The following information comes from the authors PhD thesis on Attic Geometric and Orientalising pottery. This is an isolated article that discusses methods of scientific dating in the study of the Greek Early Iron Age. The chart for the high and low Aegean chronologies by Coldsteram (2003c, 254) has been republished under the kind permission of Professor Israel Finkelstein, publisher of Tel Aviv, to whom I own my gratitude.
Scientific dating methods for the Greek Early Iron Age
Because of the convenience in using chronologies established with traditional methods, archaeologists have put little effort in producing absolute chronologies with scientific techniques such as radiocarbon dating (14C). An example that describes this problem comes from the analysis of deposits at Protogeometric Asine (Wells 1983, 28). Even though the calibrated 14C date of c.1050 BC (±90) for Asine’s Phase 1 was in accordance with older absolute chronologies based on synchronisms (e.g. Desborough 1952; 1964), Berit Wells (1983, 124) argued that it did not say anything about the beginning or end of this phase. By contrast, Wells (1983, 124) saw context synchronisms with Cyprus to be more rewarding in establishing an absolute chronology for the beginning of Protogeometric Asine at about c.1075 BC.
Figure 1: High and Low chronologies for the Aegean Late Bronze and Early Iron Age after Coldstream (2003c, 254).

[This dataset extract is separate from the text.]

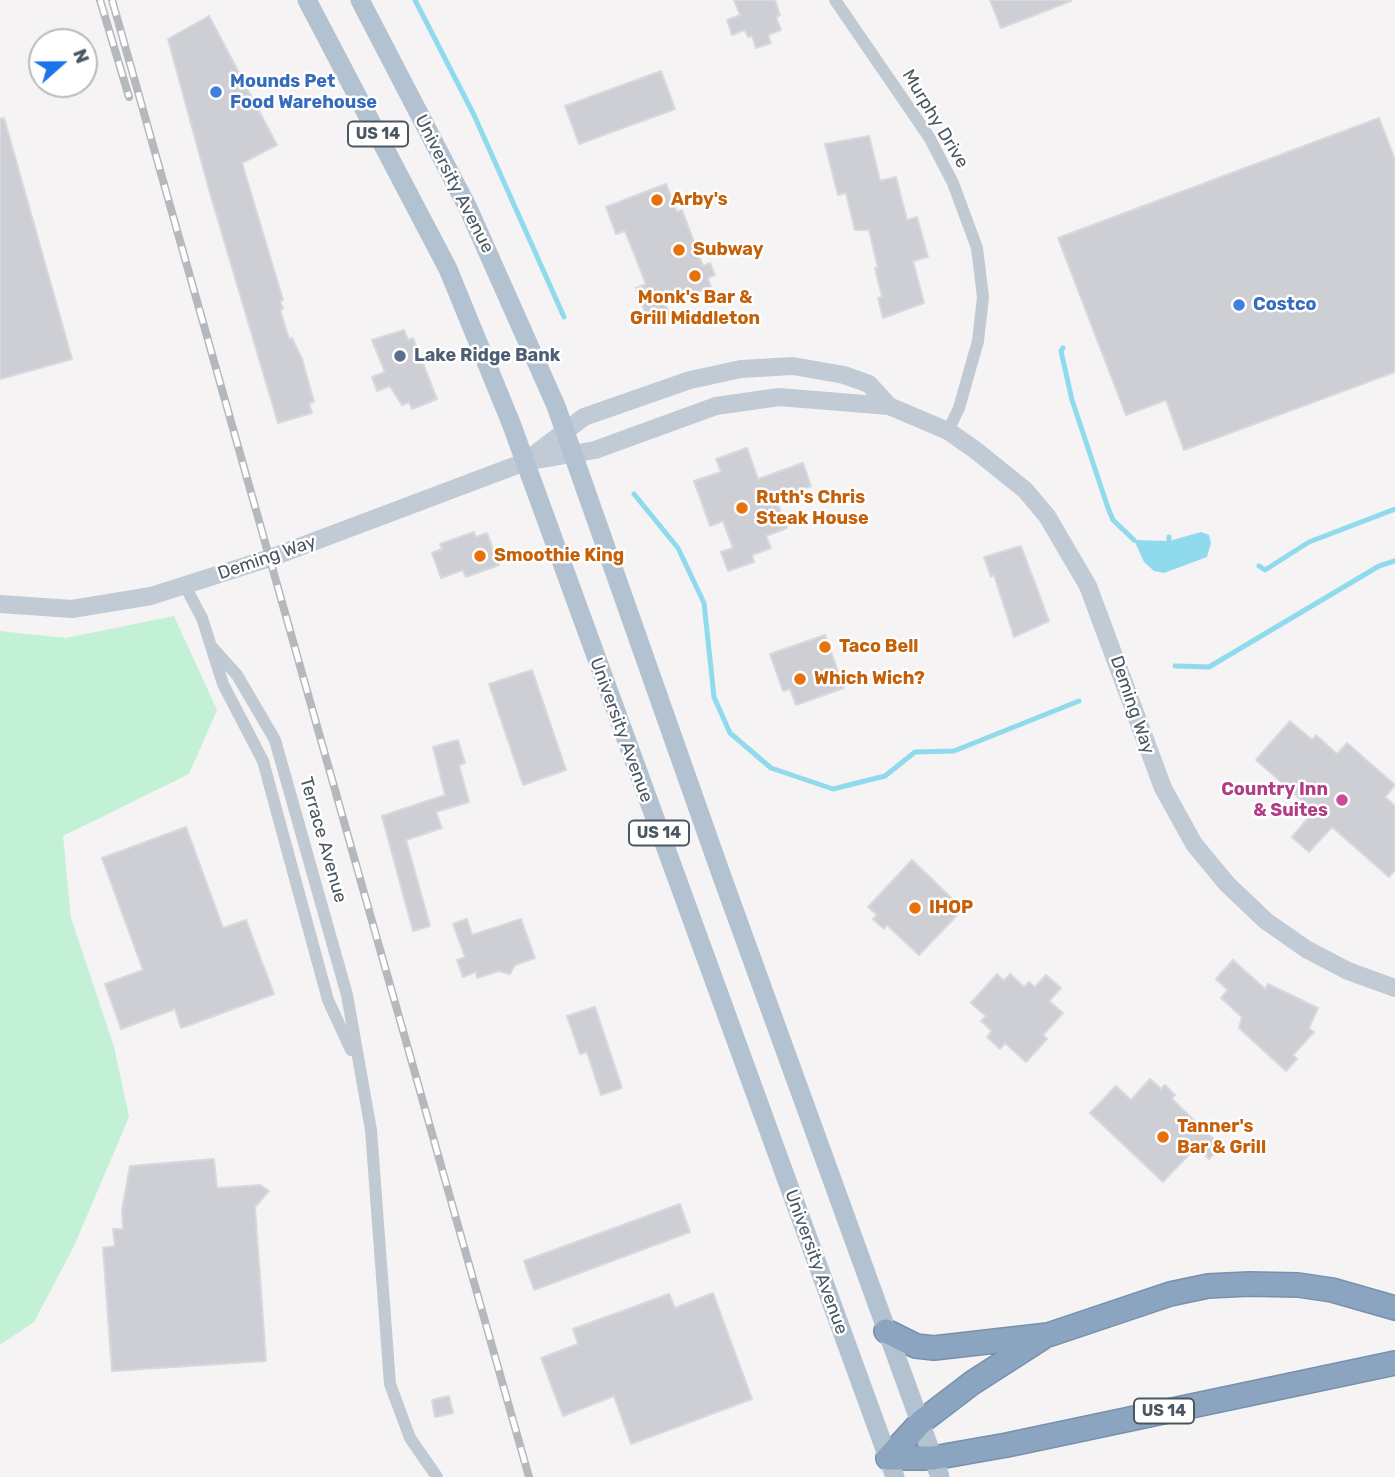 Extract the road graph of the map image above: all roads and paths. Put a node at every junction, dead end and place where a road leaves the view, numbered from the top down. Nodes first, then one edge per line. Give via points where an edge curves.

The problems of context synchronisms between Attica, Cyprus and the Levant were revisited by Coldstream (2003c), who produced a chart explaining the differences between high (‘biblical’) and low (conventional) dating of the Aegean Late Bronze Age and Early Iron Age (Figure 1). Ever since, several studies with the use of Radiocarbon dating (14C) and dendrochronology have contributed in this debate, despite the difficulties in the applications of both techniques.
A major problem in the use of radiocarbon (14C) for dating is the fluctuation (‘wiggling’) of the Stuiver & Pearson (1986; 1993) curve for the period between 800 BC and 400 BC (e.g. Hajdas 2008, 9, fig.5, 16-18), or in other cases, between 750 BC and 400 BC (e.g. Capuzzo et al. 2014, 853). This problem, also referred to as the Hallstatt Plateau, makes it impossible to date anything that falls in between those dates; however it is possible to date artefacts that precede or exceed the above chronological limits.

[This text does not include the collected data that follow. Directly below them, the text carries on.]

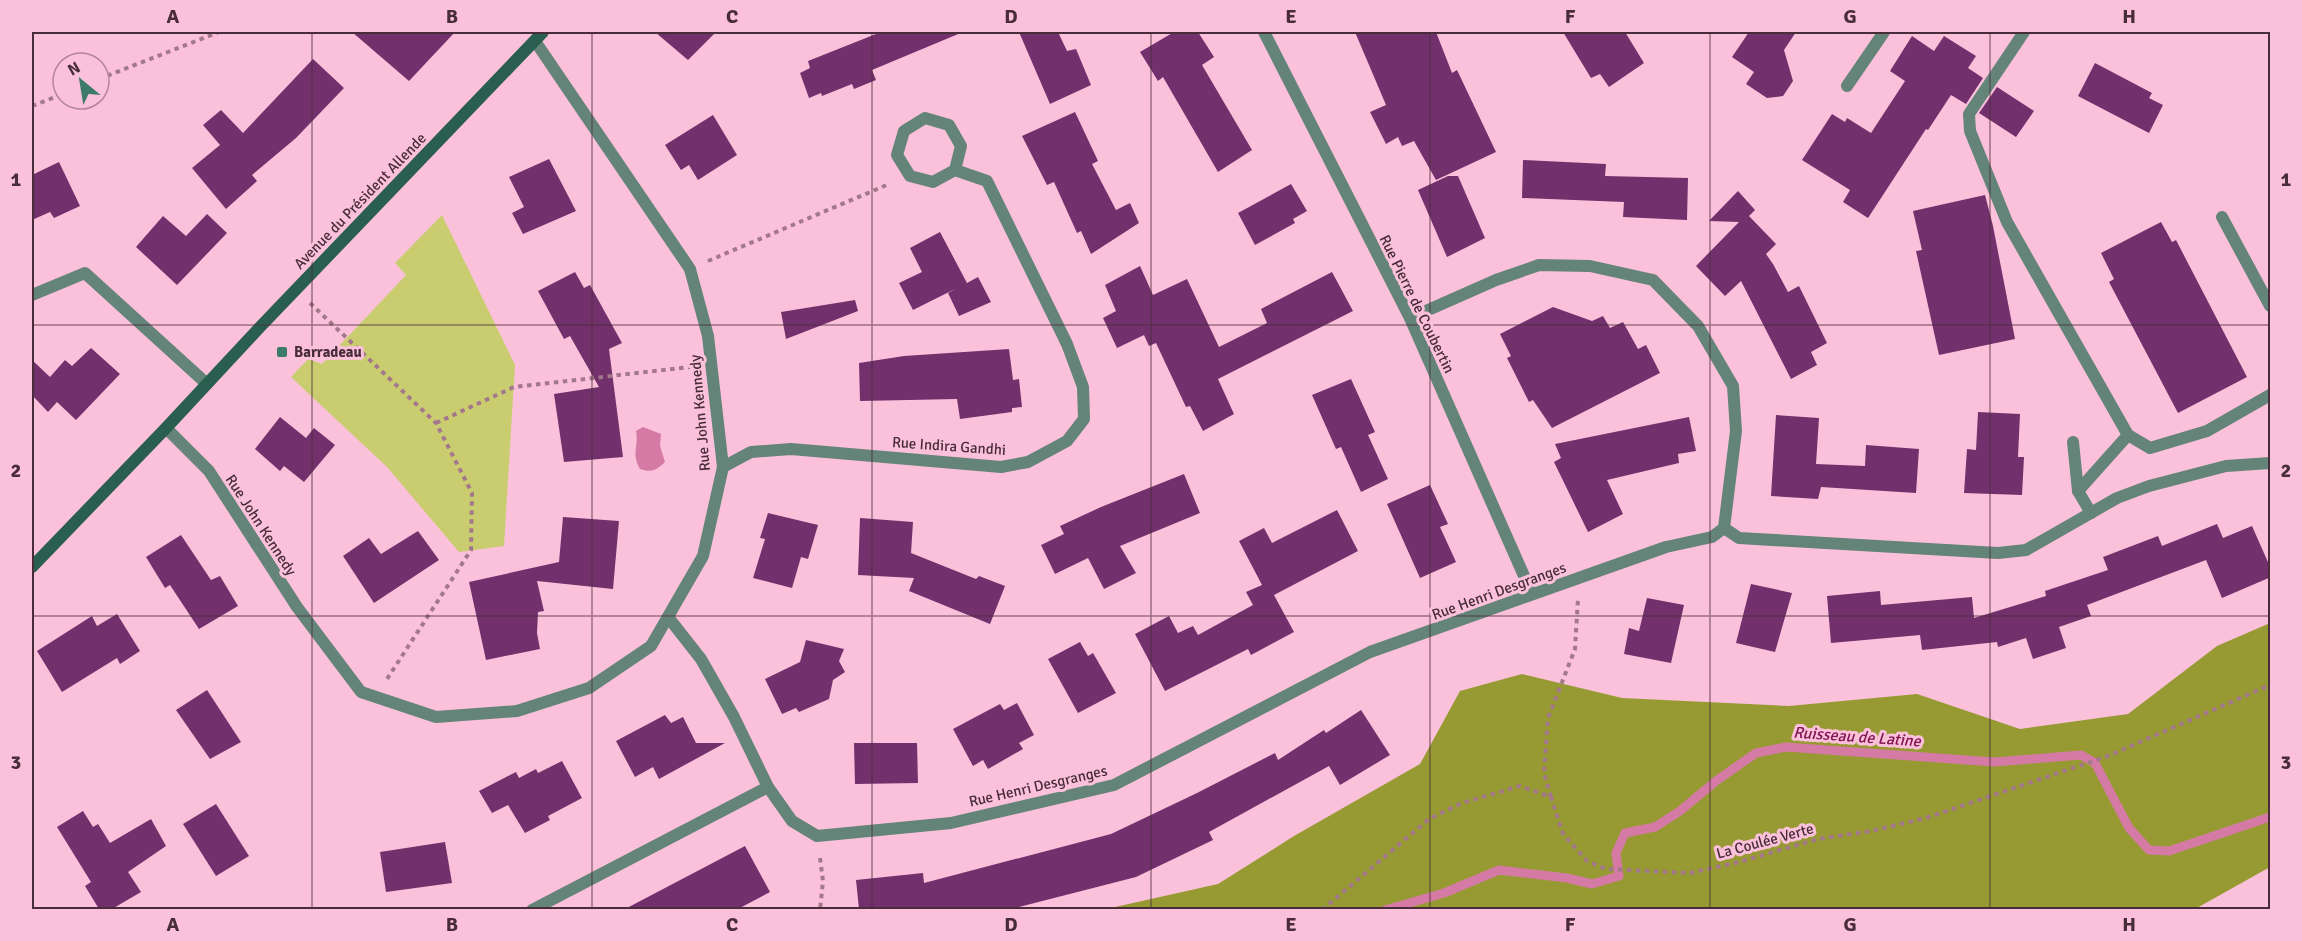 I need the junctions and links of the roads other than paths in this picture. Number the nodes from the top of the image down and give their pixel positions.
1 (1264, 32) edge
2 (1884, 32) edge
3 (2024, 32) edge
4 (539, 36) edge
5 (1846, 86) dead end
6 (955, 170) junction
7 (2222, 217) dead end
8 (32, 295) edge
9 (2270, 302) edge
10 (1410, 318) junction
11 (207, 384) junction
12 (2271, 395) edge
13 (166, 428) junction
14 (2128, 435) junction
15 (2073, 442) dead end
16 (2271, 463) edge
17 (723, 467) junction
18 (2078, 491) junction
19 (2091, 513) junction
20 (1724, 528) junction
21 (32, 567) edge
22 (1532, 594) junction
23 (668, 617) junction
24 (768, 787) junction
25 (532, 909) edge

1 - 10 street, Rue Pierre de Coubertin
2 - 5 street
3 - 14 street
4 - 11 street, Avenue du Président Allende
4 - 17 street, Rue John Kennedy
6 - 6 street
6 - 17 street, Rue Indira Gandhi
7 - 9 street
8 - 11 street
10 - 20 street
10 - 22 street, Rue Pierre de Coubertin
11 - 13 street, Avenue du Président Allende
12 - 14 street
13 - 21 street, Avenue du Président Allende
13 - 23 street, Rue John Kennedy
14 - 18 street
15 - 18 street
16 - 19 street
17 - 23 street, Rue John Kennedy
18 - 19 street
19 - 20 street
20 - 22 street, Rue Henri Desgranges
22 - 24 street, Rue Henri Desgranges
23 - 24 street
24 - 25 street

The first attempts to produce dendrochronologies for the entire Aegean from Bronze Age to present were carried out by Kuniholm & Striker (1987) (revised in Kuniholm 1996). Newton et al. (2003; 2005) and Wardle et al. (2007) combined dendrochronological and radiocarbon dates from Assiros and suggested that the Protogeometric period needed to rise a century earlier than its conventional date at c.1050 BC. The ‘biblical’ date for the Protogeometric was again suggested in a radiocarbon study by Van der Plicht et al. (2009).
Coldstream & Mazar (2003) combined context synchronisms with radiocarbon dating in pottery from Tel Rehov in Jordan, followed by Gilboa & Sharon (2003) and their study from Tel Dor. Both approaches showed limitations either in relation to contexts that were not secure, or in relation to wares that were limited to specific Aegean regions. The conventional (low) dates for the Aegean Submycenaean and Protogeometric were recently verified in a study by Toffolo et al. (2013), which disproved Ruppenstein’s (2007) suggestion that the Submycenaean expanded almost across the entire 11th century BC. The study also rejected Traschel’s (2004; 2008) suggestion for a high-dating of the Protogeometric, placed in the 12th century BC.
Weninger and Jung (2006) used tree-ring 14C-data obtained from Kastanas and concluded that there was near-perfect agreement between the traditional historical-archaeological dates for all Aegean phases between Late Helladic IIIB and Submycenaean, and their calibrated dates. Chronological fine-tuning of finds from Kastanas, Assiros, Tiryns, Tell Kazel and Ugarit, and their association with dendrochronologies from Switzerland and Italy, indicated that the end of the Submycenaean and the beginning of the Protogeometric was to be placed at c.1045 BC ±20 (Weninger & Jung 2009, 393-4, fig.1). However, Wardle et al. (2014) produced radiocarbon dates for timber, plant remains and animal bones from Assiros, and suggested that the earliest phases of the Protogeometric should be placed earlier than c.1120 BC.
The debate between the supporters of high or low radiocarbon chronologies still continues. In the most recent publication, Fantalkin et al. (2015) reject the high-dating by Wardle et al. (2014) by disproving the reliability of the Assiros contexts and the compatibility of the Threan high-chronology that has been followed in their study. Instead, they employ a comparative radiocarbon dating method targeting seven Levatine contexts (Megiddo, Beth Shean, Tell Tweini, Tel Miqne, Tel Hadar, Tel Dor, and Tel Rehov) in relation to Lefkandi and Kalapodi. Their study proves the existing conventional dates suggested by Coldstream (1968, 330), at least until the end of Attic MGI.